SQL Server 2019, Java & External Libraries - I

Posted by nielsb on Sunday, March 10, 2019

A couple of months ago I wrote a series of posts about one of the new features in SQL Server 2019; the ability to call out to Java code from inside SQL Server.

To see the posts, go to SQL Server 2019 Extensibility Framework & Java.

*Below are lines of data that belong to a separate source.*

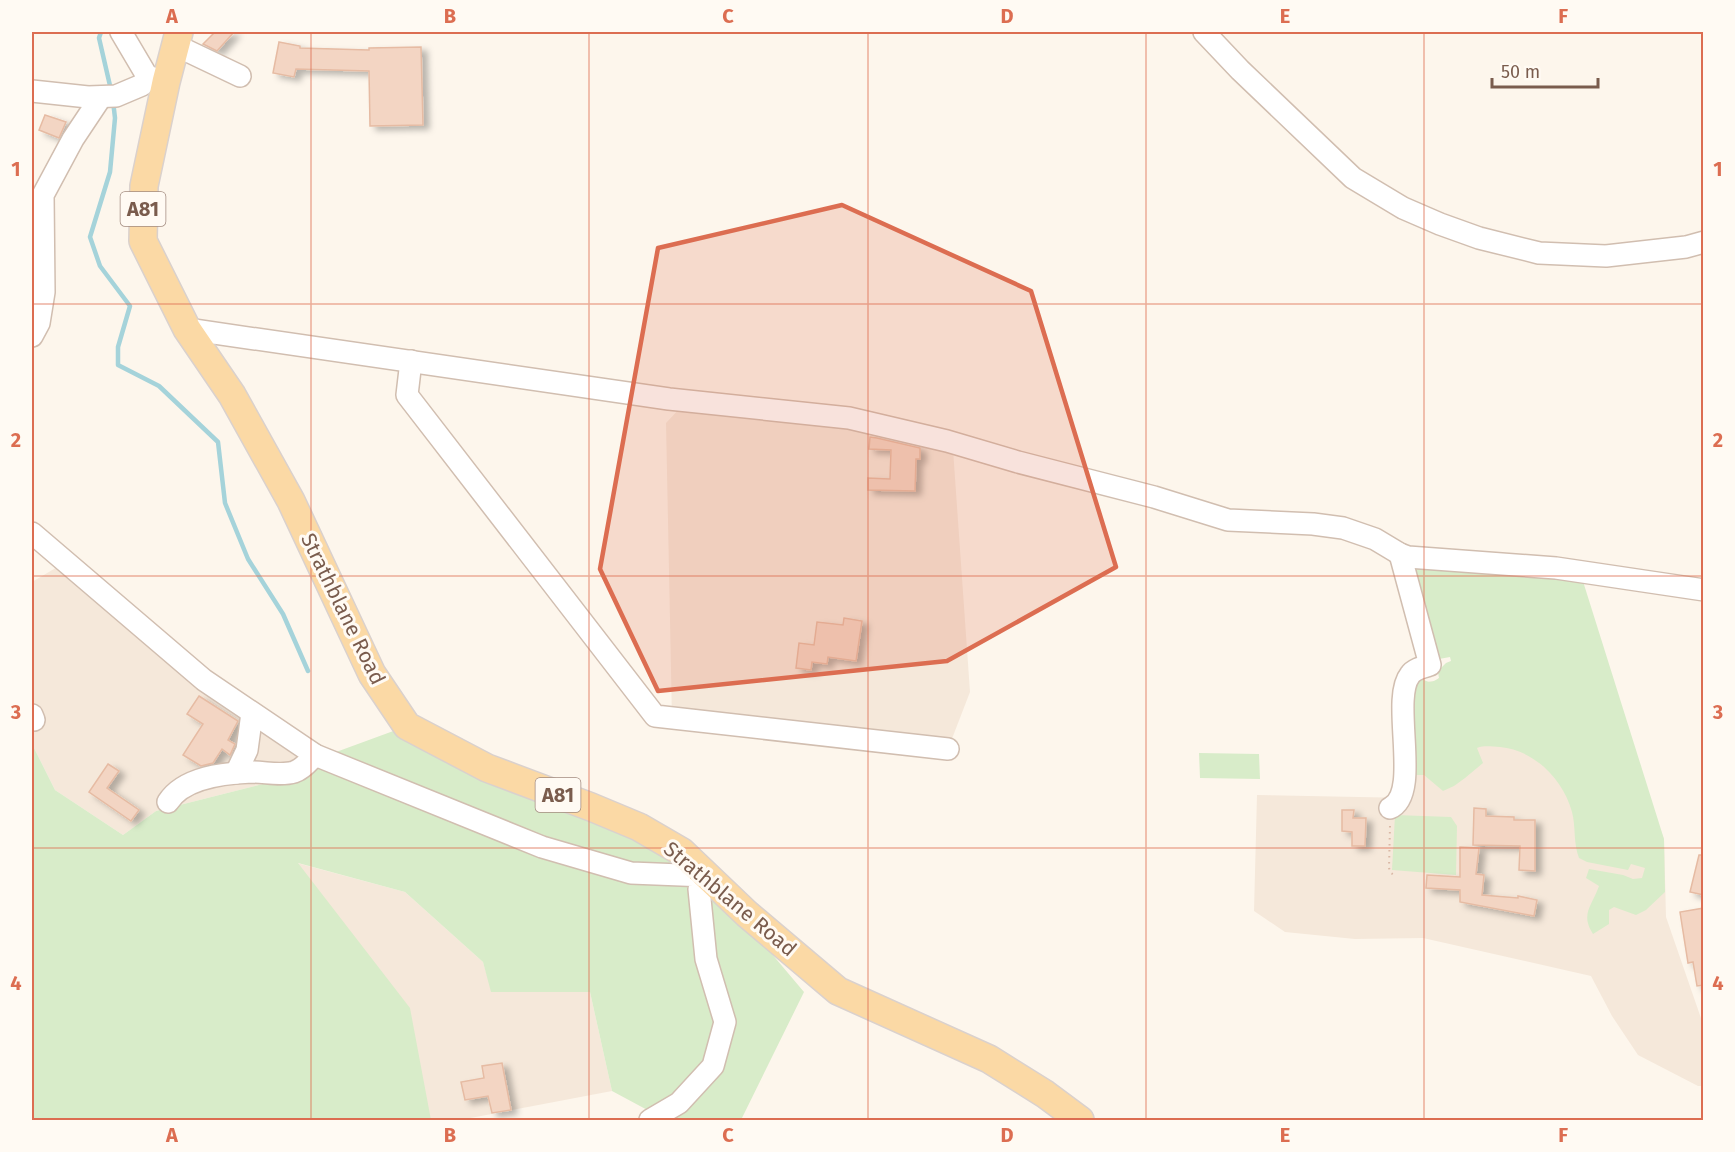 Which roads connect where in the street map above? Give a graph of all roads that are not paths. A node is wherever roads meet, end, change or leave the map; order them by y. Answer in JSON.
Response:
{"nodes":[{"id":1,"x":121,"y":32,"type":"edge"},
{"id":2,"x":1204,"y":32,"type":"edge"},
{"id":3,"x":177,"y":38,"type":"edge"},
{"id":4,"x":240,"y":76,"type":"dead end"},
{"id":5,"x":156,"y":79,"type":"junction"},
{"id":6,"x":32,"y":91,"type":"edge"},
{"id":7,"x":101,"y":97,"type":"junction"},
{"id":8,"x":1704,"y":242,"type":"edge"},
{"id":9,"x":187,"y":329,"type":"junction"},
{"id":10,"x":32,"y":336,"type":"edge"},
{"id":11,"x":411,"y":361,"type":"junction"},
{"id":12,"x":32,"y":533,"type":"edge"},
{"id":13,"x":1400,"y":554,"type":"junction"},
{"id":14,"x":1704,"y":590,"type":"edge"},
{"id":15,"x":252,"y":713,"type":"junction"},
{"id":16,"x":948,"y":749,"type":"dead end"},
{"id":17,"x":315,"y":755,"type":"junction"},
{"id":18,"x":236,"y":773,"type":"junction"},
{"id":19,"x":168,"y":802,"type":"dead end"},
{"id":20,"x":1390,"y":808,"type":"road end"},
{"id":21,"x":650,"y":1120,"type":"edge"},
{"id":22,"x":1080,"y":1120,"type":"edge"}],
"edges":[{"from":1,"to":5,"type":"street"},
{"from":2,"to":8,"type":"street"},
{"from":3,"to":4,"type":"street"},
{"from":3,"to":5,"type":"main road","name":"Strathblane Road","number":"A81"},
{"from":5,"to":7,"type":"street"},
{"from":5,"to":9,"type":"main road","name":"Strathblane Road","number":"A81"},
{"from":6,"to":7,"type":"street"},
{"from":7,"to":10,"type":"street"},
{"from":9,"to":11,"type":"street"},
{"from":9,"to":22,"type":"main road","name":"Strathblane Road","number":"A81"},
{"from":11,"to":13,"type":"street"},
{"from":11,"to":16,"type":"street"},
{"from":12,"to":15,"type":"street"},
{"from":13,"to":14,"type":"street"},
{"from":13,"to":20,"type":"street"},
{"from":15,"to":17,"type":"street"},
{"from":15,"to":18,"type":"street"},
{"from":17,"to":18,"type":"street"},
{"from":17,"to":21,"type":"street"},
{"from":18,"to":19,"type":"street"}]} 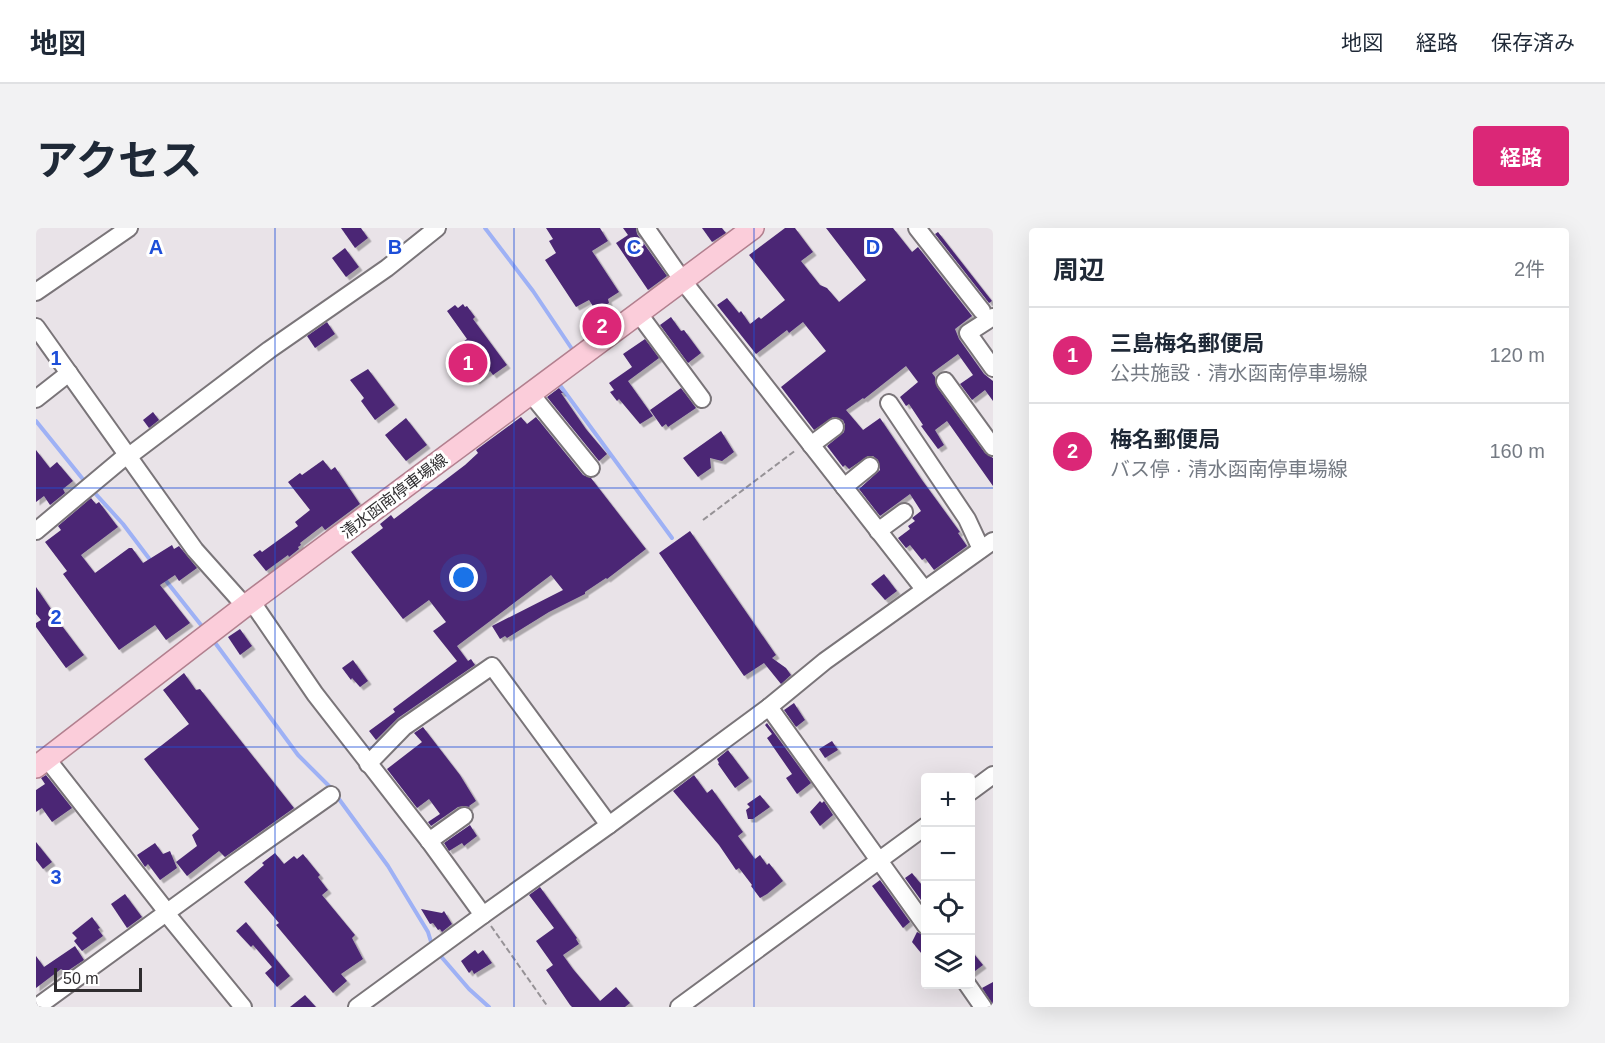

In the posts, we discussed how the Java extension differs from R and Python in that R and Python are an integrated part of the SQL Server install (when enabling in-database analytics), but Java is not. In other words, the use of the Java extension requires Java to be installed beforehand, and this then has implications on permissions. We also discussed how Java is a compiled language, and we execute against a method in a class, whereas with R and Python we send a script to the external engine. The consequence of this is that when we execute Java code, we need to indicate where the compiled code resides, and those locations need specific permissions.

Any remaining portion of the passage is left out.